(Extracted entries begins)

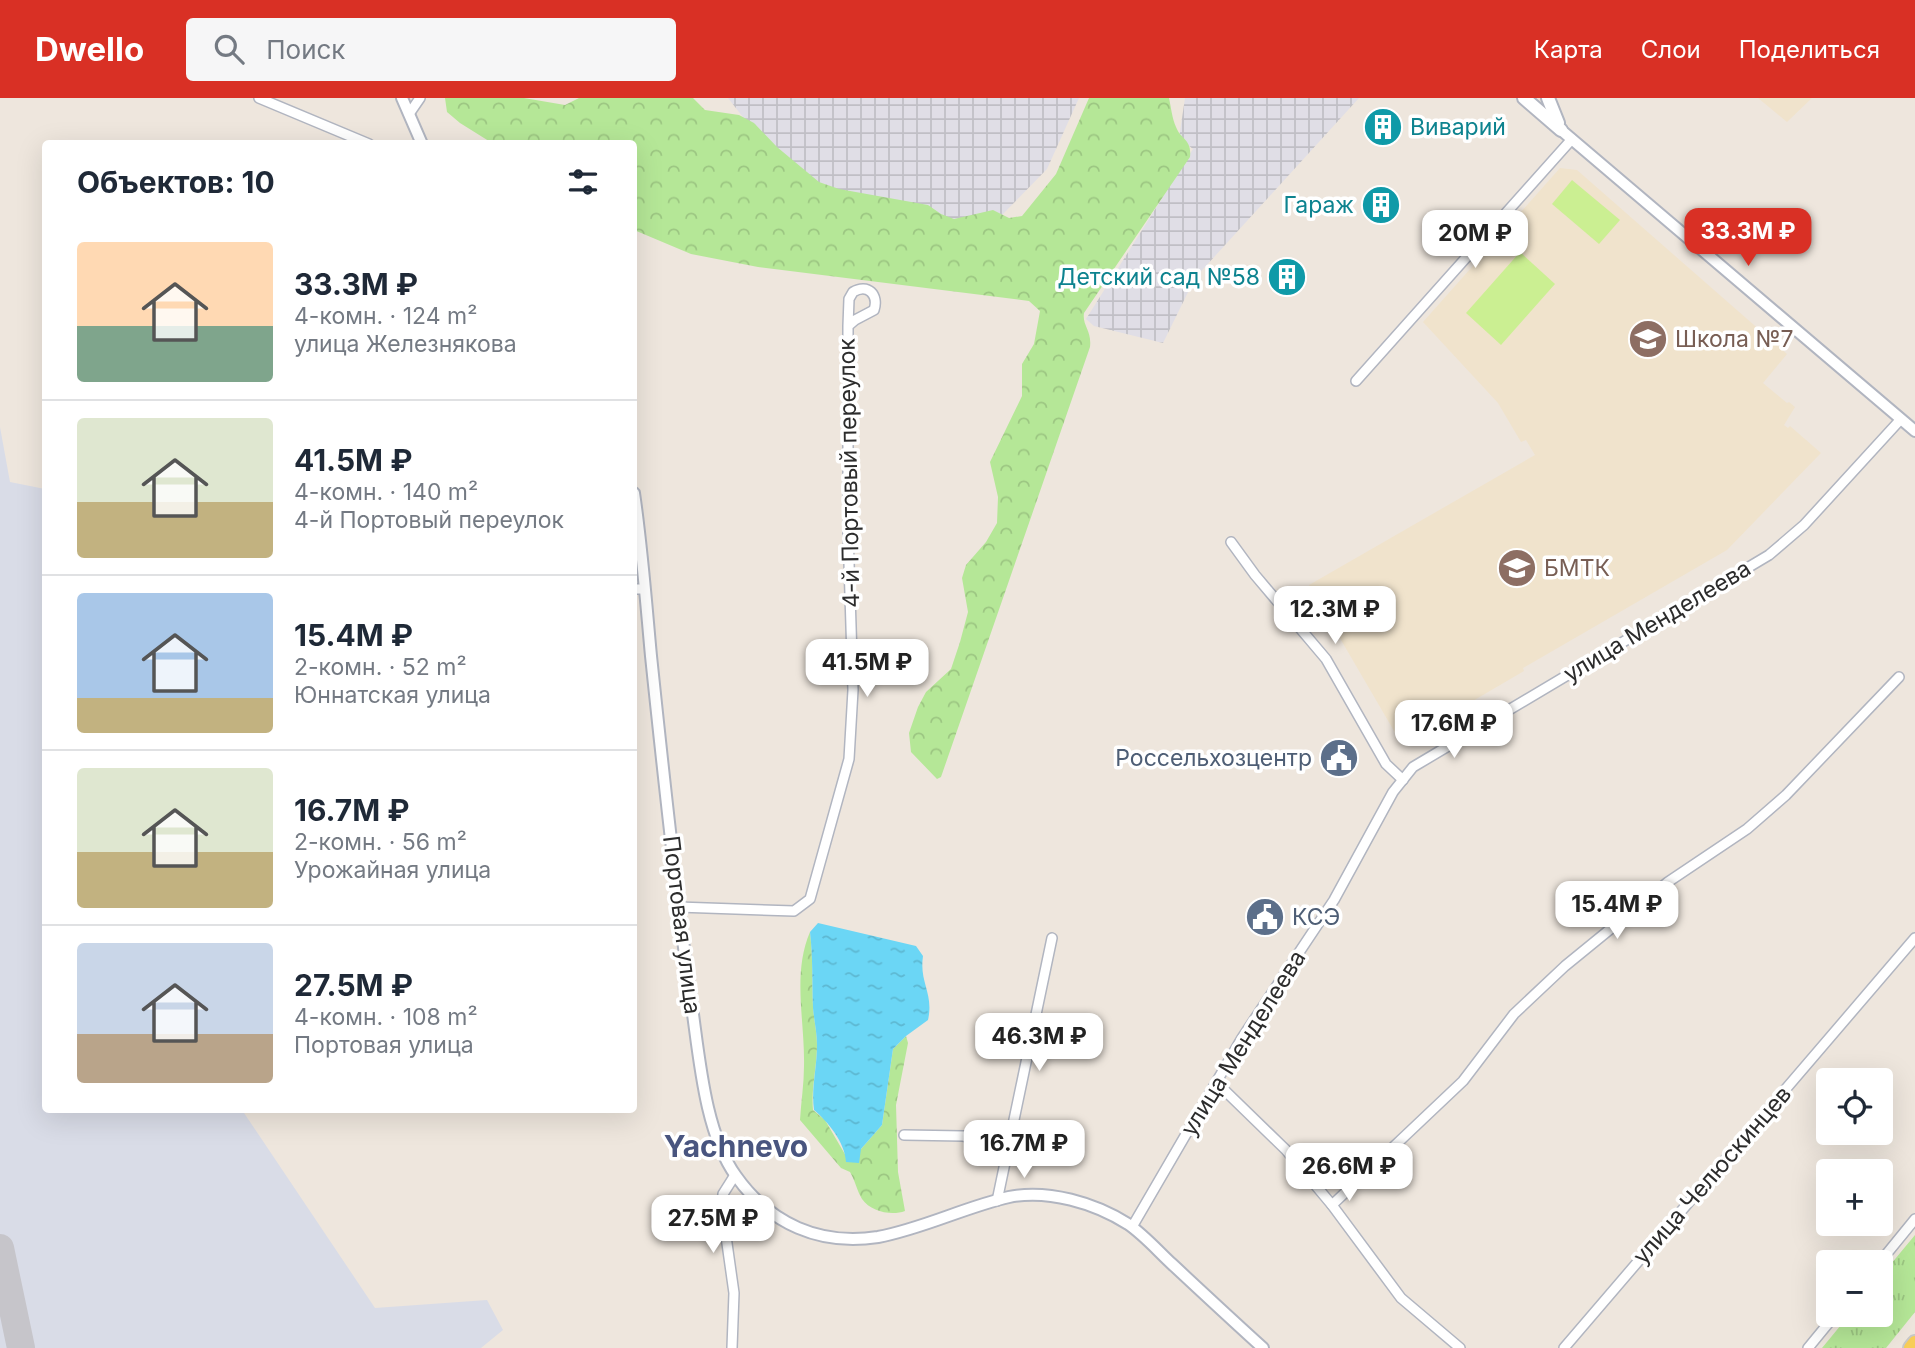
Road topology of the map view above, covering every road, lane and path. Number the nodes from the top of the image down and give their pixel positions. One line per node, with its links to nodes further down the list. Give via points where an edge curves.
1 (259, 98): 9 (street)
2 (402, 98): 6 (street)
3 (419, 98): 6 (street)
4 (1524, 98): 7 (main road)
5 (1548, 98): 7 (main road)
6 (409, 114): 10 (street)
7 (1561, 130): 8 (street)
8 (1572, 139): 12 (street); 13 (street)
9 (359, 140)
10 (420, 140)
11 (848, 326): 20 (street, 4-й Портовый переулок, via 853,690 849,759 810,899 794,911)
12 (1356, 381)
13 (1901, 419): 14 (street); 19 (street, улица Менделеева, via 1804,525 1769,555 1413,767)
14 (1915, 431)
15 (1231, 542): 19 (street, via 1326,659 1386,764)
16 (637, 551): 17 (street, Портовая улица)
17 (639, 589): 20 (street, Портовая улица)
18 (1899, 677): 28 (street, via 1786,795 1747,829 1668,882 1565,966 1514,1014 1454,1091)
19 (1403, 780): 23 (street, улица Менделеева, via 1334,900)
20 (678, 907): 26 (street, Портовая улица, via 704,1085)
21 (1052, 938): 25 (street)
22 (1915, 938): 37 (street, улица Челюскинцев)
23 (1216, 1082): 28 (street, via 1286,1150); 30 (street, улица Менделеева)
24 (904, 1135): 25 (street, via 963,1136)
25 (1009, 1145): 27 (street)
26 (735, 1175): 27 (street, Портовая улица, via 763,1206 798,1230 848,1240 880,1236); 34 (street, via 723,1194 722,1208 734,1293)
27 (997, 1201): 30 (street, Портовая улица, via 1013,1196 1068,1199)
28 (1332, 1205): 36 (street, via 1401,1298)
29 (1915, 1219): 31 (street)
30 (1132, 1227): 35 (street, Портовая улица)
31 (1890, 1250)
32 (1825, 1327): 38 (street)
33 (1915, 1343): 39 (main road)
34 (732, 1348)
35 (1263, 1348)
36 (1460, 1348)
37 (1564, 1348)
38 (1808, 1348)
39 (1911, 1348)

(Extracted entries ends)

# [What the task asks]
Give all the entries again exactly, dropping each picture.

# [Result]
Road topology of the map view above, covering every road, lane and path. Number the nodes from the top of the image down and give their pixel positions. One line per node, with its links to nodes further down the list. Give via points where an edge curves.
1 (259, 98): 9 (street)
2 (402, 98): 6 (street)
3 (419, 98): 6 (street)
4 (1524, 98): 7 (main road)
5 (1548, 98): 7 (main road)
6 (409, 114): 10 (street)
7 (1561, 130): 8 (street)
8 (1572, 139): 12 (street); 13 (street)
9 (359, 140)
10 (420, 140)
11 (848, 326): 20 (street, 4-й Портовый переулок, via 853,690 849,759 810,899 794,911)
12 (1356, 381)
13 (1901, 419): 14 (street); 19 (street, улица Менделеева, via 1804,525 1769,555 1413,767)
14 (1915, 431)
15 (1231, 542): 19 (street, via 1326,659 1386,764)
16 (637, 551): 17 (street, Портовая улица)
17 (639, 589): 20 (street, Портовая улица)
18 (1899, 677): 28 (street, via 1786,795 1747,829 1668,882 1565,966 1514,1014 1454,1091)
19 (1403, 780): 23 (street, улица Менделеева, via 1334,900)
20 (678, 907): 26 (street, Портовая улица, via 704,1085)
21 (1052, 938): 25 (street)
22 (1915, 938): 37 (street, улица Челюскинцев)
23 (1216, 1082): 28 (street, via 1286,1150); 30 (street, улица Менделеева)
24 (904, 1135): 25 (street, via 963,1136)
25 (1009, 1145): 27 (street)
26 (735, 1175): 27 (street, Портовая улица, via 763,1206 798,1230 848,1240 880,1236); 34 (street, via 723,1194 722,1208 734,1293)
27 (997, 1201): 30 (street, Портовая улица, via 1013,1196 1068,1199)
28 (1332, 1205): 36 (street, via 1401,1298)
29 (1915, 1219): 31 (street)
30 (1132, 1227): 35 (street, Портовая улица)
31 (1890, 1250)
32 (1825, 1327): 38 (street)
33 (1915, 1343): 39 (main road)
34 (732, 1348)
35 (1263, 1348)
36 (1460, 1348)
37 (1564, 1348)
38 (1808, 1348)
39 (1911, 1348)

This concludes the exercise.